With funding from the Keele Institute for Social Inclusion, Keele historian Ben Anderson has been working with local community interest company Urban Wilderness to investigate the potentially tranformative role of brownfield sites for the UK’s most deprived urban communities. The COVID-19 crisis has exposed the hidden inequalities of access to green space in our inner cities, a burden often borne by those most vulnerable to both catching and succumbing to the disease. Young people have, however, faced particular challenges in accessing green space, with early research suggesting that teenagers feel under particular surveillance from adults, and are consequently reluctant to leave often unsatisfactory home environments – which, in many urban places, lack gardens.
Brownfield sites – access to which is often informal and unofficial – offer a valuable resource to these communities even as they are under threat from development. Though an increasing number of community projects focus on their constructive use, academics have been slow to investigate this social value, preferring instead to focus on their significant environmental and ecological diversity. This project brought community projects from across the North West together on 20th April 2020 – albeit only in a virtual manner – in order to discuss how the social value of these sites could be expressed, communicated, and improved for young people.
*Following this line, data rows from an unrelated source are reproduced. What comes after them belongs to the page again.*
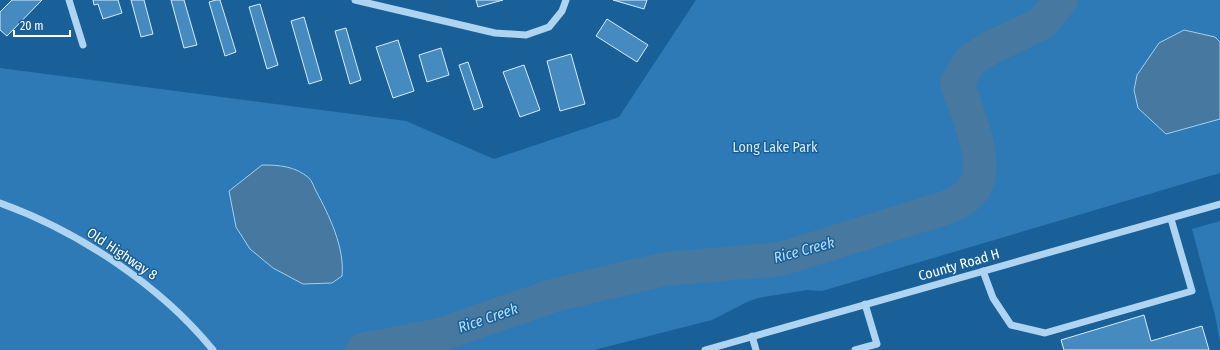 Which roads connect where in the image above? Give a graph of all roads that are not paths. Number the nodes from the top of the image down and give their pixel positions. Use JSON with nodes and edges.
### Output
{"nodes":[{"id":1,"x":69,"y":0,"type":"edge"},
{"id":2,"x":355,"y":0,"type":"edge"},
{"id":3,"x":566,"y":0,"type":"edge"},
{"id":4,"x":83,"y":45,"type":"dead end"},
{"id":5,"x":0,"y":203,"type":"edge"},
{"id":6,"x":1220,"y":204,"type":"edge"},
{"id":7,"x":1171,"y":219,"type":"junction"},
{"id":8,"x":983,"y":271,"type":"junction"},
{"id":9,"x":865,"y":304,"type":"junction"},
{"id":10,"x":752,"y":336,"type":"junction"},
{"id":11,"x":716,"y":348,"type":"edge"},
{"id":12,"x":213,"y":350,"type":"edge"},
{"id":13,"x":705,"y":350,"type":"edge"},
{"id":14,"x":756,"y":350,"type":"edge"},
{"id":15,"x":856,"y":350,"type":"edge"}],
"edges":[{"from":1,"to":4,"type":"street"},
{"from":2,"to":3,"type":"street"},
{"from":5,"to":12,"type":"street","name":"Old Highway 8"},
{"from":6,"to":7,"type":"street","name":"County Road H"},
{"from":7,"to":8,"type":"street","name":"County Road H"},
{"from":7,"to":8,"type":"street"},
{"from":8,"to":9,"type":"street","name":"County Road H"},
{"from":9,"to":10,"type":"street","name":"County Road H"},
{"from":9,"to":15,"type":"street"},
{"from":10,"to":11,"type":"street","name":"County Road H"},
{"from":10,"to":14,"type":"street"},
{"from":11,"to":13,"type":"street","name":"County Road H"}]} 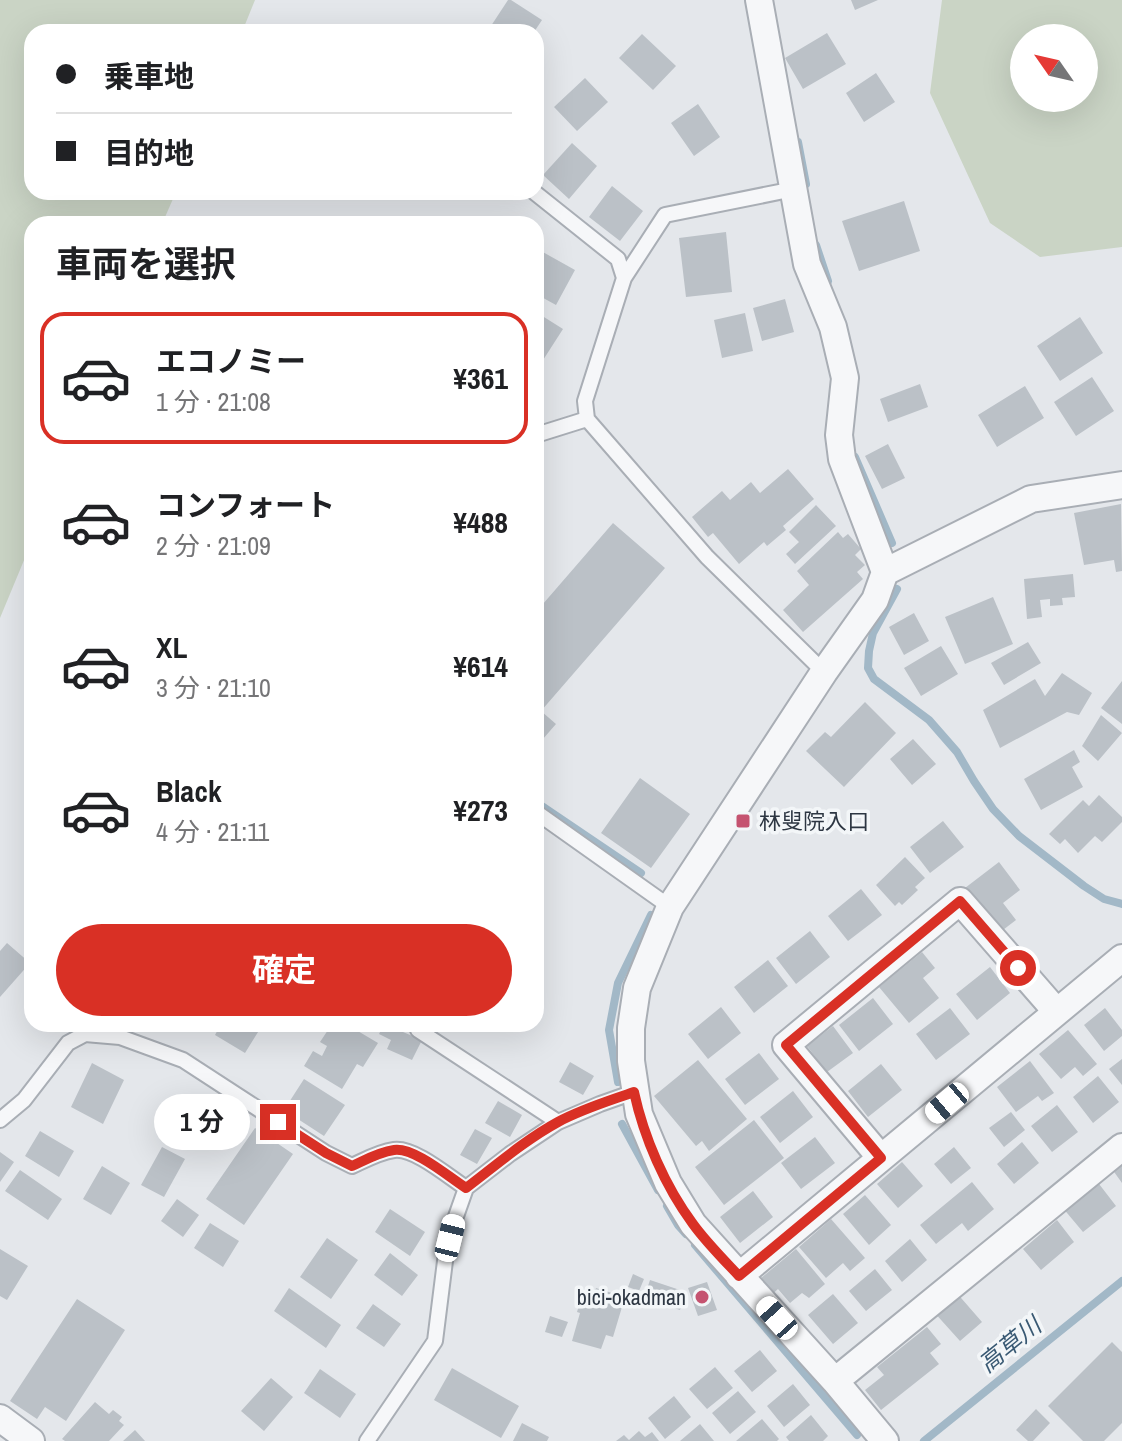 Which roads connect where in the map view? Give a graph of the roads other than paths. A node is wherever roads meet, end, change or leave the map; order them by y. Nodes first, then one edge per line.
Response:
1 (759, 0) edge
2 (794, 189) junction
3 (544, 200) edge
4 (624, 278) junction
5 (587, 419) junction
6 (544, 432) edge
7 (1120, 488) edge
8 (885, 572) junction
9 (824, 672) junction
10 (544, 818) edge
11 (670, 907) junction
12 (1122, 958) edge
13 (1057, 1012) junction
14 (421, 1032) edge
15 (634, 1092) junction
16 (0, 1120) edge
17 (558, 1122) junction
18 (1122, 1147) edge
19 (881, 1158) junction
20 (466, 1188) junction
21 (739, 1276) junction
22 (835, 1381) junction
23 (0, 1418) edge
24 (31, 1441) edge
25 (367, 1441) edge
26 (885, 1441) edge

1 - 2 street
2 - 4 lane
2 - 8 street
3 - 4 lane
4 - 5 lane
5 - 6 lane
5 - 9 lane
7 - 8 street
8 - 9 street
9 - 11 street
10 - 11 lane
11 - 15 street
12 - 13 street
13 - 19 street
13 - 19 street
14 - 17 lane
15 - 17 lane
15 - 21 street
16 - 20 lane
17 - 20 lane
18 - 22 street
19 - 21 street
20 - 25 lane
21 - 22 street
22 - 26 street
23 - 24 street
We were particularly interested in how the community management of these sites could be improved in ways that enfranchised the often marginal communities involved, and in particular legitimised young people’s presence.
Despite the undeniable challenges that the event brought to light, the resulting Urban Commons Charter represents an important first step in research that has the potential to shift attitudes and perspectives to Brownfield sites as places of social, as well as environmental importance.